### Task prompt:
In the material below, identify each line bearing the word "ショート". Reproduce those lines.

### Dataset extract:
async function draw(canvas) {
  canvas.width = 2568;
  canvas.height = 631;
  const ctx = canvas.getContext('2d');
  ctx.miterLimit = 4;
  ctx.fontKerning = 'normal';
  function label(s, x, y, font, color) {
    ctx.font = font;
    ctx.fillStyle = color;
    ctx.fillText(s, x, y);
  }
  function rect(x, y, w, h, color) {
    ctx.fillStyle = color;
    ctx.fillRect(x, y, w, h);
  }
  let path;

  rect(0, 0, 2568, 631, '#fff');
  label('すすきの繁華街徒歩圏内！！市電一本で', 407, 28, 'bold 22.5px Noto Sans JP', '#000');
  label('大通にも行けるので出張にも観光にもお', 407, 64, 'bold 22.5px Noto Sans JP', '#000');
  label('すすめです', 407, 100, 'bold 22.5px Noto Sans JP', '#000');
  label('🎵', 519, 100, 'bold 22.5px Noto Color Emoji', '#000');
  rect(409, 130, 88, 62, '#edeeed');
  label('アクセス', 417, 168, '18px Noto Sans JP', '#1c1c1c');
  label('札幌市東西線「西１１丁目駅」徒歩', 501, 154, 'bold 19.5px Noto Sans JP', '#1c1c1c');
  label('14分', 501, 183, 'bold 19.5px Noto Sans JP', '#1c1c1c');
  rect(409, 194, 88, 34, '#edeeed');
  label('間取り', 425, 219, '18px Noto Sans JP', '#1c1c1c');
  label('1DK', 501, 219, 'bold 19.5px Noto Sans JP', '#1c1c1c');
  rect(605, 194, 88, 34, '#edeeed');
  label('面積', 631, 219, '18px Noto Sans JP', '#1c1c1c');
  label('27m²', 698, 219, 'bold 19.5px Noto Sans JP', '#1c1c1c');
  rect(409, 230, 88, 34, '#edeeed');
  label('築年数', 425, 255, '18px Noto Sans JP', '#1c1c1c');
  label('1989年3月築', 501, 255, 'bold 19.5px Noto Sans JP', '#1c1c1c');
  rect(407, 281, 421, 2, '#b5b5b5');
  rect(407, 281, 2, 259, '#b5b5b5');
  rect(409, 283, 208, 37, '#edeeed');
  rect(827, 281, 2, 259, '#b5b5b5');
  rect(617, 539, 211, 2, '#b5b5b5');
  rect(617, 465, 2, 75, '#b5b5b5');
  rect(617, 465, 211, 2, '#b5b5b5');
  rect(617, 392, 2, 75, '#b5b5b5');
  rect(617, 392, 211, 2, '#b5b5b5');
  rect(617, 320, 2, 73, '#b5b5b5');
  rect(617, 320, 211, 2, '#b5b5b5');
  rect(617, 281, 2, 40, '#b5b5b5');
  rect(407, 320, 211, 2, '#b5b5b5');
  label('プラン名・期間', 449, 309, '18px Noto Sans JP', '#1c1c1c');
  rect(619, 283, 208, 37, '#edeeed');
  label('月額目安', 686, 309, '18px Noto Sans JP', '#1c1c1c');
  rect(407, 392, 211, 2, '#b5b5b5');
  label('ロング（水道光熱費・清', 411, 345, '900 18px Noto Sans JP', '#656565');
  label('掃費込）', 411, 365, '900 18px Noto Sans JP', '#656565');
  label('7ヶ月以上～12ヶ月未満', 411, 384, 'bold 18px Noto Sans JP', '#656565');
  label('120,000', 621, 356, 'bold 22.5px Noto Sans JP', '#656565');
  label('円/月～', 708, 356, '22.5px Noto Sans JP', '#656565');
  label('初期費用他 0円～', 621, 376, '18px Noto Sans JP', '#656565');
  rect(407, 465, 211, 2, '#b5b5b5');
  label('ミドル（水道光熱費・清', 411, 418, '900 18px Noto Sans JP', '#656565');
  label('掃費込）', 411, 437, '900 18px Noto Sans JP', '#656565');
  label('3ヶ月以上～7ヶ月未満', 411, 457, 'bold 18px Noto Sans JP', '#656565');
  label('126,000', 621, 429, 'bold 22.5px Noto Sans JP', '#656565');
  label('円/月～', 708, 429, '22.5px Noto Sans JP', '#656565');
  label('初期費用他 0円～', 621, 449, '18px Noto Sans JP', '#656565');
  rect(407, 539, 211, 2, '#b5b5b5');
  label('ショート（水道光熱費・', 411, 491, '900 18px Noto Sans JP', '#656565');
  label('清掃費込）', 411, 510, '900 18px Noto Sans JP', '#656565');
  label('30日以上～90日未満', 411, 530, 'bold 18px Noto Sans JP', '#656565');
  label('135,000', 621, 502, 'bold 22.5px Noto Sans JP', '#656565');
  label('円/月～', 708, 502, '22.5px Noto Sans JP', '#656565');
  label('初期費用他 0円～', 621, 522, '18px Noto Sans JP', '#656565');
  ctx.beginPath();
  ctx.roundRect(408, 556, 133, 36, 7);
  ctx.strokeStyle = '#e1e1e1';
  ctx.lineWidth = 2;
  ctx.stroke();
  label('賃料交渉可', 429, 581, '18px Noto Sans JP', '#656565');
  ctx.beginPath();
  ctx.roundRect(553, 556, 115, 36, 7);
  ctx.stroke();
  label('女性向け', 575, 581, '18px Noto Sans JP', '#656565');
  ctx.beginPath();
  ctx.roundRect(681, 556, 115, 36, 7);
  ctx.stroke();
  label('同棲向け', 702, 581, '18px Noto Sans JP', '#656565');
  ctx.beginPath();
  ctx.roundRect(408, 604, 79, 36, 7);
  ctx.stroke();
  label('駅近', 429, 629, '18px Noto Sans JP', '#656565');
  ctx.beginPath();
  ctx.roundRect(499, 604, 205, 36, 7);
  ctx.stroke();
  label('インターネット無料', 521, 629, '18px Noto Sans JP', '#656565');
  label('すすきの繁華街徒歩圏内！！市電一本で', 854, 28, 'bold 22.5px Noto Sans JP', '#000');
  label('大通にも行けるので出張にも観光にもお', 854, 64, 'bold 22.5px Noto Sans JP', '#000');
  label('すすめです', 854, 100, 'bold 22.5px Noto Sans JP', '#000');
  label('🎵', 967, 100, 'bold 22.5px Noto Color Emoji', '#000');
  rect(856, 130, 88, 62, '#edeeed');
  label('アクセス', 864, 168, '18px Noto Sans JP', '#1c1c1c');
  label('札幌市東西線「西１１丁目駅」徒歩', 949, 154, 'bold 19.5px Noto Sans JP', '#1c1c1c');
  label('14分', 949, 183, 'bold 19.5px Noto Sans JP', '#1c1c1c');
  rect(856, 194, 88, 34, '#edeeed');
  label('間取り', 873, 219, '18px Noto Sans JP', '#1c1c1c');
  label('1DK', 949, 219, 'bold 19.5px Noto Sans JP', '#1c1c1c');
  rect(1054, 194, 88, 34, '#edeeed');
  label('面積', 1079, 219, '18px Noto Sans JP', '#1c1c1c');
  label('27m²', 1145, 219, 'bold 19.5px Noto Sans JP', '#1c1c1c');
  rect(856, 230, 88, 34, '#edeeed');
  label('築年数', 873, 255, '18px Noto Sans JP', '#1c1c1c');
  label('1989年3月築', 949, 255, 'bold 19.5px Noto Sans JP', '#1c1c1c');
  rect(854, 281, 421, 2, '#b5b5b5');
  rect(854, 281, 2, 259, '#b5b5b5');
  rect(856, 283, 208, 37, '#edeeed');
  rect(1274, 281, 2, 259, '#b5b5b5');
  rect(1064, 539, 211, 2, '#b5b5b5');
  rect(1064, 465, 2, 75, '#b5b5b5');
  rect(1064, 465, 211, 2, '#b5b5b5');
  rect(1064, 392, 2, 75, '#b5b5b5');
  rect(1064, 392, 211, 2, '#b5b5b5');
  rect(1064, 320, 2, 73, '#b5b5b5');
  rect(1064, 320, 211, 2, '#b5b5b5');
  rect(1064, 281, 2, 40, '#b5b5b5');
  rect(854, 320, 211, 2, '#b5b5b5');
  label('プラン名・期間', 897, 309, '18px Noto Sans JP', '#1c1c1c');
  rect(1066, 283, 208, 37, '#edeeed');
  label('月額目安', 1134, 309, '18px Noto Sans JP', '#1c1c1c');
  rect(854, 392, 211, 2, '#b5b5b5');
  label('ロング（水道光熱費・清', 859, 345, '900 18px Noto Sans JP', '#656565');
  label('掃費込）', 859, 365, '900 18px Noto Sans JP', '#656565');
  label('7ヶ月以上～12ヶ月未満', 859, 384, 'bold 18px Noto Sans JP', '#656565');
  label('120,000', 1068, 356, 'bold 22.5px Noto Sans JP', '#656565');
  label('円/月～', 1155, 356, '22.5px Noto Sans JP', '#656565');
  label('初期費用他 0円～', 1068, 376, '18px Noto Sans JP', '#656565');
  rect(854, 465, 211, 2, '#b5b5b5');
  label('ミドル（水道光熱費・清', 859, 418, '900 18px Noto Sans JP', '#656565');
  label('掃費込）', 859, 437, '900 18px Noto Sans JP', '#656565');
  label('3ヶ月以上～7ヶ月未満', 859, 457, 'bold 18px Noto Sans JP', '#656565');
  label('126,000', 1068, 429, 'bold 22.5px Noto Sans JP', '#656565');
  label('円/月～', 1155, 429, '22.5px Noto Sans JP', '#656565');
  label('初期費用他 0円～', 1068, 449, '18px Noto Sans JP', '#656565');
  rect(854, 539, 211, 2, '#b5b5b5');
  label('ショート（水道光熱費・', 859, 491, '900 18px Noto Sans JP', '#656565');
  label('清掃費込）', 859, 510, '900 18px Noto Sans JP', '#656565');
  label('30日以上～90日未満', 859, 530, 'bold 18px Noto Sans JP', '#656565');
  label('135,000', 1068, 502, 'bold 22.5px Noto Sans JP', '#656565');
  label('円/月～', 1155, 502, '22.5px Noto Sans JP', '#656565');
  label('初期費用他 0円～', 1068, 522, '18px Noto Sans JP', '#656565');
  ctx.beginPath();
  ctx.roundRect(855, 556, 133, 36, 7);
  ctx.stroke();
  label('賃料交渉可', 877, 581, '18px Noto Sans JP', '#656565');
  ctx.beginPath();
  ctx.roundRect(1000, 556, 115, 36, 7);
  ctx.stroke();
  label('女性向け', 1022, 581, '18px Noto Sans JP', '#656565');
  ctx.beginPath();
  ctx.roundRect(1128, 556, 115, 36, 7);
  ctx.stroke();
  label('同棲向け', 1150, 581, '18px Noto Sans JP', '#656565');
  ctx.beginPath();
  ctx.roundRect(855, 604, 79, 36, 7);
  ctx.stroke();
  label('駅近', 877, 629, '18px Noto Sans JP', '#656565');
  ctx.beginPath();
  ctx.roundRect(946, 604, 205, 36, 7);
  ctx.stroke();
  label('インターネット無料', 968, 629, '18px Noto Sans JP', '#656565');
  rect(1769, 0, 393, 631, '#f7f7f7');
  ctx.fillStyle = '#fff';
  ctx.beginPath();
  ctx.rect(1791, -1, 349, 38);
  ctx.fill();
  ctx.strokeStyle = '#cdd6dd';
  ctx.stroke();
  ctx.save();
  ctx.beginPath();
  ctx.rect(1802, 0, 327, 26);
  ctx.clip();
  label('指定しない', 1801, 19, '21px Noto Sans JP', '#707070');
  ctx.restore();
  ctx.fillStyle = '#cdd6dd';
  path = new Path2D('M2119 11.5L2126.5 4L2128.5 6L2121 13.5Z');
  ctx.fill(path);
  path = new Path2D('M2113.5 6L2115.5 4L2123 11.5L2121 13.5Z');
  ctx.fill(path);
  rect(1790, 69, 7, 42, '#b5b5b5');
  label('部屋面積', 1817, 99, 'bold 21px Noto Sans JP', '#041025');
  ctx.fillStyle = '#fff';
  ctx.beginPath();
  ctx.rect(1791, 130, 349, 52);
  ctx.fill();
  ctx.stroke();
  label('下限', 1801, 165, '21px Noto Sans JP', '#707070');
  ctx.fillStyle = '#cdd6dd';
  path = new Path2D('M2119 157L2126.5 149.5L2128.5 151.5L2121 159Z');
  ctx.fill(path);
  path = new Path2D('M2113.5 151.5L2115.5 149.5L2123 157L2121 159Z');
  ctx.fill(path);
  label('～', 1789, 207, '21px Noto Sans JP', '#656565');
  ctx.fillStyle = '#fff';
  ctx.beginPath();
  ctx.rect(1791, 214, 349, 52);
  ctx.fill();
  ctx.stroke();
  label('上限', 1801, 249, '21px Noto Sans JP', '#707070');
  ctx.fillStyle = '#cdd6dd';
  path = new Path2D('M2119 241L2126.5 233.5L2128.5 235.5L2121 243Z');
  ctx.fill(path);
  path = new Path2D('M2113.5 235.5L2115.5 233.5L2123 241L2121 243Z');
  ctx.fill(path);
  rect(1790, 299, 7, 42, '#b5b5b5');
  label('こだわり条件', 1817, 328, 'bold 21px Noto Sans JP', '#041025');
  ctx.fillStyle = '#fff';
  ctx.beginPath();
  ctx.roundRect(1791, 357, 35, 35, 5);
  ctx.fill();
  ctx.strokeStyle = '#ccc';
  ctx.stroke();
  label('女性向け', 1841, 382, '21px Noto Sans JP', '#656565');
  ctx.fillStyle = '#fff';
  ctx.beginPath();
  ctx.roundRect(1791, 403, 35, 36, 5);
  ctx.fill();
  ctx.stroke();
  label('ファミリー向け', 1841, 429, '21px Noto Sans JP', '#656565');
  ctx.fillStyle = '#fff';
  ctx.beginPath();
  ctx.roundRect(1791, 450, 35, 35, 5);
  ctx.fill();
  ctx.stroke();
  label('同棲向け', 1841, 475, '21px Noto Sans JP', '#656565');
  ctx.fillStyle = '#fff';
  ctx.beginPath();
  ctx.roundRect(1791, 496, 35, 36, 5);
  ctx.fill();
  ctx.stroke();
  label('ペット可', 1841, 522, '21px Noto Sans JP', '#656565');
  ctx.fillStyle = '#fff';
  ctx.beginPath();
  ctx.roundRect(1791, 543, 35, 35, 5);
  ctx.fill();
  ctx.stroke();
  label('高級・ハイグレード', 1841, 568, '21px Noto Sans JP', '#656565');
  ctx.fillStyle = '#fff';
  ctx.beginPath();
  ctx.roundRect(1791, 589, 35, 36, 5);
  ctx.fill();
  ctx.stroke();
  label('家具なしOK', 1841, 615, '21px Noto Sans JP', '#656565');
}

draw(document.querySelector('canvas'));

### Answer to the problem:
  label('ショート（水道光熱費・', 411, 491, '900 18px Noto Sans JP', '#656565');
  label('ショート（水道光熱費・', 859, 491, '900 18px Noto Sans JP', '#656565');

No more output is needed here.